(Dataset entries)
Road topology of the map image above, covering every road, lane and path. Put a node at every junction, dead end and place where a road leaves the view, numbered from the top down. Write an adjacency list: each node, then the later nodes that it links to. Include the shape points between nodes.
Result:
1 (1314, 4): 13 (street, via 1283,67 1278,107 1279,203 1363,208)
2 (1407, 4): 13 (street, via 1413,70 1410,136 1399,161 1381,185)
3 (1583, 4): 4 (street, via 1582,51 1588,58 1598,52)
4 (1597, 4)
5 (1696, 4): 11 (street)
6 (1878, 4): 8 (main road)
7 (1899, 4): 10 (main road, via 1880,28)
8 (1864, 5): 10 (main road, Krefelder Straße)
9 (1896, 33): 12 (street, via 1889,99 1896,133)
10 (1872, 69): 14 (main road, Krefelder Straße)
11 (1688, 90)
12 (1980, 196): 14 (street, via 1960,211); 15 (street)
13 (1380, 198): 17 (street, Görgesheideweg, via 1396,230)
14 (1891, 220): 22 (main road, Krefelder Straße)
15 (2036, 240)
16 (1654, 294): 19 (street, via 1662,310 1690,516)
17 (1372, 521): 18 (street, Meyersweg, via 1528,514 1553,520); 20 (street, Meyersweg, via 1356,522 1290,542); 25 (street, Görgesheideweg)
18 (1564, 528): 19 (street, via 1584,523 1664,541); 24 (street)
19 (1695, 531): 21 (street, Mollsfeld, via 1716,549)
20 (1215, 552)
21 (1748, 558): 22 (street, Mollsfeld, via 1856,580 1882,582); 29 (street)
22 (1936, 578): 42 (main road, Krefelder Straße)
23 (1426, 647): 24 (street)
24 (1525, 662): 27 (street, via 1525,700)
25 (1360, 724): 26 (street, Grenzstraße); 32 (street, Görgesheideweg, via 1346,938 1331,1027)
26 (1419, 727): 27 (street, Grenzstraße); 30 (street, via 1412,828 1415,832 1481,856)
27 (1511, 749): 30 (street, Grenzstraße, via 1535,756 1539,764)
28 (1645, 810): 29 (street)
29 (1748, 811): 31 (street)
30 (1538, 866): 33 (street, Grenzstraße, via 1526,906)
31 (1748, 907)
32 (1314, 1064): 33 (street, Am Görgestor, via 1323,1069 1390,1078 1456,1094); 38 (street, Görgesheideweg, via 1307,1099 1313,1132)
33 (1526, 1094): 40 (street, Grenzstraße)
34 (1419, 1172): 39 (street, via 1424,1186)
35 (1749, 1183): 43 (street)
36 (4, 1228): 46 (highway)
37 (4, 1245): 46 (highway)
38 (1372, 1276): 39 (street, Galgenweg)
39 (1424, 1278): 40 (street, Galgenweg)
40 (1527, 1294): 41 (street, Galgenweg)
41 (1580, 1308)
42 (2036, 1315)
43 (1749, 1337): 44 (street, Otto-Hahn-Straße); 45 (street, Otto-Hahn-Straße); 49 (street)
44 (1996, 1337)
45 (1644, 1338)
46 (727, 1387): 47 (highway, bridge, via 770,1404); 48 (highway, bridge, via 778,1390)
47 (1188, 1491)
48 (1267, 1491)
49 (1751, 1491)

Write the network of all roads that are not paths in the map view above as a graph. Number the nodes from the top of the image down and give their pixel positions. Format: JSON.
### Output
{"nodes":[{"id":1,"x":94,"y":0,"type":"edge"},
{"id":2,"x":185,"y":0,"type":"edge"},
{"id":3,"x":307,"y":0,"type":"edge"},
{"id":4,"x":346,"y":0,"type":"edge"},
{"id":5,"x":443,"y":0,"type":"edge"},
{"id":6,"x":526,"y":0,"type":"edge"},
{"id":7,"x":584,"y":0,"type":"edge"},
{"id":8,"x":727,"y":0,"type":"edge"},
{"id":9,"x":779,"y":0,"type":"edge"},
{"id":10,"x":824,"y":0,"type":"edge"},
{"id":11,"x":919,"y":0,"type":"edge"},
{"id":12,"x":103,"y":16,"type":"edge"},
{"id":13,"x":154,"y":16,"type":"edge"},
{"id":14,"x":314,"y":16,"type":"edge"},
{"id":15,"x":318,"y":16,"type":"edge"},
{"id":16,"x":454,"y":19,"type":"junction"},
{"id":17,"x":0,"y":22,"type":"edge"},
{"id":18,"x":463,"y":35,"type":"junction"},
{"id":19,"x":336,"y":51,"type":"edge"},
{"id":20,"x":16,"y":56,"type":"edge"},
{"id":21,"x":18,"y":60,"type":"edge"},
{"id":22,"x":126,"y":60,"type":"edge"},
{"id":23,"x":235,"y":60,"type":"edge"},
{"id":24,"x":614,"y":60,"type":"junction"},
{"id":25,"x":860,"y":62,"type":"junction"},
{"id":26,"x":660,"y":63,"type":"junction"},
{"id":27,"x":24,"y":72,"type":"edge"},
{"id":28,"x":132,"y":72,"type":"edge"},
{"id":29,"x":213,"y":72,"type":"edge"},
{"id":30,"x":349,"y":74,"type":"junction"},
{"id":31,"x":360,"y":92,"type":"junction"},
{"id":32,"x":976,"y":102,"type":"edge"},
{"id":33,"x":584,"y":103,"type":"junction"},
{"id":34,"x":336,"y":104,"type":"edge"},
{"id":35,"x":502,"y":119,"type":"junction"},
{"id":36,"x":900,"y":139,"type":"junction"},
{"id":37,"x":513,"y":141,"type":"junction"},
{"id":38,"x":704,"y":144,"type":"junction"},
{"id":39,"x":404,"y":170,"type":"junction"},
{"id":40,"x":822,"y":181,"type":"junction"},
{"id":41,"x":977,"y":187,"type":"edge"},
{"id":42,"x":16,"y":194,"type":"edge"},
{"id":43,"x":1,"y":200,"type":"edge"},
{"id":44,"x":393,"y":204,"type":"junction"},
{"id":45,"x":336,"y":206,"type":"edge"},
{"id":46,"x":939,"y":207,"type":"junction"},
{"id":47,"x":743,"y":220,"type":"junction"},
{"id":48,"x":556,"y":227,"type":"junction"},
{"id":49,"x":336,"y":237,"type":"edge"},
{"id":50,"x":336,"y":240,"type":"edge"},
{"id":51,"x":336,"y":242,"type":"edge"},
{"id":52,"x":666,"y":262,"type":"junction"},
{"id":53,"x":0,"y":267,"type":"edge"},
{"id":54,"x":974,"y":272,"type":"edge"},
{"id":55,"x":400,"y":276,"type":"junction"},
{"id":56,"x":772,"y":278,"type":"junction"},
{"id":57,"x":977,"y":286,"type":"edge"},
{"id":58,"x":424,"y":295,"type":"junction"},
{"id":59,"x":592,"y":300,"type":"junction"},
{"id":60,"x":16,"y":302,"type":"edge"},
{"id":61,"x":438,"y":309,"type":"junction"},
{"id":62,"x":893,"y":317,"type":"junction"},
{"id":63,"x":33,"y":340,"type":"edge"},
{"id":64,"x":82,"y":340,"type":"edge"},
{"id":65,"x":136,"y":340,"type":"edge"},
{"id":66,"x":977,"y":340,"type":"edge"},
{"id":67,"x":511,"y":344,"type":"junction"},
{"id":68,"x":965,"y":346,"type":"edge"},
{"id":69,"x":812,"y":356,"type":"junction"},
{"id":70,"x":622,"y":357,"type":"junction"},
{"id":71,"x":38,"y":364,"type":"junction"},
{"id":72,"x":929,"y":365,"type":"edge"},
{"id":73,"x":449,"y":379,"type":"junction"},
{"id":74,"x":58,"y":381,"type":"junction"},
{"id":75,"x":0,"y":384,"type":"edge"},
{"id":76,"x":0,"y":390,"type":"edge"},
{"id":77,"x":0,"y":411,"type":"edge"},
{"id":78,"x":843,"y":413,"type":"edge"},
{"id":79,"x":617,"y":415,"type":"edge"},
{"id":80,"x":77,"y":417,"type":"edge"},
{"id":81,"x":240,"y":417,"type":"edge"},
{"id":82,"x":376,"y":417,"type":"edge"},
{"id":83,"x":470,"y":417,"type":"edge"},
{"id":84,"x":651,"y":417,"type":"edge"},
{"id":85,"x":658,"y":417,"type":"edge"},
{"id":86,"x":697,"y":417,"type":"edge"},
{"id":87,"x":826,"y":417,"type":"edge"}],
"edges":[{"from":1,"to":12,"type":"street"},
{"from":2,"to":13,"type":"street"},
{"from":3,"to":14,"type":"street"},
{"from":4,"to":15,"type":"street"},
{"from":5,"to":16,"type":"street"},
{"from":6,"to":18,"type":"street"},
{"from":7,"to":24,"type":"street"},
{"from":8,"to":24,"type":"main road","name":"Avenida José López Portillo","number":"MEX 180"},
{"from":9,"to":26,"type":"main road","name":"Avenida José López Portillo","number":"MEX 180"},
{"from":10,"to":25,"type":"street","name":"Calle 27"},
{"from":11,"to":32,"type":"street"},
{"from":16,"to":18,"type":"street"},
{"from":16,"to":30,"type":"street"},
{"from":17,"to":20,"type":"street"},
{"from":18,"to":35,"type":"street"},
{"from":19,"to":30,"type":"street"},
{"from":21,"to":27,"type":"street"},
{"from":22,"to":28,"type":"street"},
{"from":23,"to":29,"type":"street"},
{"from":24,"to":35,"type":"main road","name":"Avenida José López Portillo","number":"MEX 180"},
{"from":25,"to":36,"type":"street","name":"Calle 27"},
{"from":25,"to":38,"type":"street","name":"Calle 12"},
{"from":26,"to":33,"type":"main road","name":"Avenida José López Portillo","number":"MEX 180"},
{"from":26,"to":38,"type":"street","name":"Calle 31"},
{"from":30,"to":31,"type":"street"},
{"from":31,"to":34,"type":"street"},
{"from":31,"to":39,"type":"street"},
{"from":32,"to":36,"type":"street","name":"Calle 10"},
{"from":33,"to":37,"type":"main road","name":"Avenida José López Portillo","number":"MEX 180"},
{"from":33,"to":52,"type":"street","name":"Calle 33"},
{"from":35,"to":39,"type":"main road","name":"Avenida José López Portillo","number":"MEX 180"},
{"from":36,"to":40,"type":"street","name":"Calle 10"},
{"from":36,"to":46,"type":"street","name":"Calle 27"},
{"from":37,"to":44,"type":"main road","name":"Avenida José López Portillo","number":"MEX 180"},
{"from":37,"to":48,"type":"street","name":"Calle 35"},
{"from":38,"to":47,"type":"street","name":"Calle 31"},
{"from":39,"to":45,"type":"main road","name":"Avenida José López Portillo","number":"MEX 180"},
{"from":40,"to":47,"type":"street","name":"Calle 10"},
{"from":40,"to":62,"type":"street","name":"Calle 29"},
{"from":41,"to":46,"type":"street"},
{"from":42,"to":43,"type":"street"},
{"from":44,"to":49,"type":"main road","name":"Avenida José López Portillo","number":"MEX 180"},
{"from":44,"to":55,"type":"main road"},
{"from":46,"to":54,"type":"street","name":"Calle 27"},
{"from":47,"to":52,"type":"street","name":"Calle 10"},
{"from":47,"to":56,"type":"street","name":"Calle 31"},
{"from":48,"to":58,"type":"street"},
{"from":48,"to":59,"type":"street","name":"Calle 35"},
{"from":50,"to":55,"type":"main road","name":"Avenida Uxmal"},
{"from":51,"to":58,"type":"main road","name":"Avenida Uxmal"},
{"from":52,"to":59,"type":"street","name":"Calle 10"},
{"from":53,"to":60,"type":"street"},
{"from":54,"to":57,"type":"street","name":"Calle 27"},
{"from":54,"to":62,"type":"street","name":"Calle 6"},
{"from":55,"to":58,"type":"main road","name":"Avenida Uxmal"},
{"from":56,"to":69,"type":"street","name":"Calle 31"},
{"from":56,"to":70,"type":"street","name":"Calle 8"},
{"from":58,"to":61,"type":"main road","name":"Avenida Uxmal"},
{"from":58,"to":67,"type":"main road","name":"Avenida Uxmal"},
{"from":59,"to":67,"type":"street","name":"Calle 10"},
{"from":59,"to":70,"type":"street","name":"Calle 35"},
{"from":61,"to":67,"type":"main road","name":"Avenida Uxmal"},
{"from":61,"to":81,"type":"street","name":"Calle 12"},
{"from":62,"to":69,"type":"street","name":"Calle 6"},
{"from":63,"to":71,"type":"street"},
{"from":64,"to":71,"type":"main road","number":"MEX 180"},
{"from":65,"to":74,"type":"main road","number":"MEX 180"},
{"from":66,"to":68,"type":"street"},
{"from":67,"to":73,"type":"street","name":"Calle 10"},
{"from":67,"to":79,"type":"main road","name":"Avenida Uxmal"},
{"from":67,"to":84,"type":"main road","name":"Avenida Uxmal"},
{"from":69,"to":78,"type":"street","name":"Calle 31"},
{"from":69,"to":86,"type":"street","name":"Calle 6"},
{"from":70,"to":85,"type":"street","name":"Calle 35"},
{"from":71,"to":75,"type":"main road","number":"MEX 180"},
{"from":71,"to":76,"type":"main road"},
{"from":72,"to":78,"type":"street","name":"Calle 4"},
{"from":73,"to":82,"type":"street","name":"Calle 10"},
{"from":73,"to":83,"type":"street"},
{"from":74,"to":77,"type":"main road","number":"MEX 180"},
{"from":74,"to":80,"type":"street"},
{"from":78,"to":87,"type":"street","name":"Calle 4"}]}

— Task —
Answer with one number, namely the count of lines in the entries that include the word "highway".

— Result —
3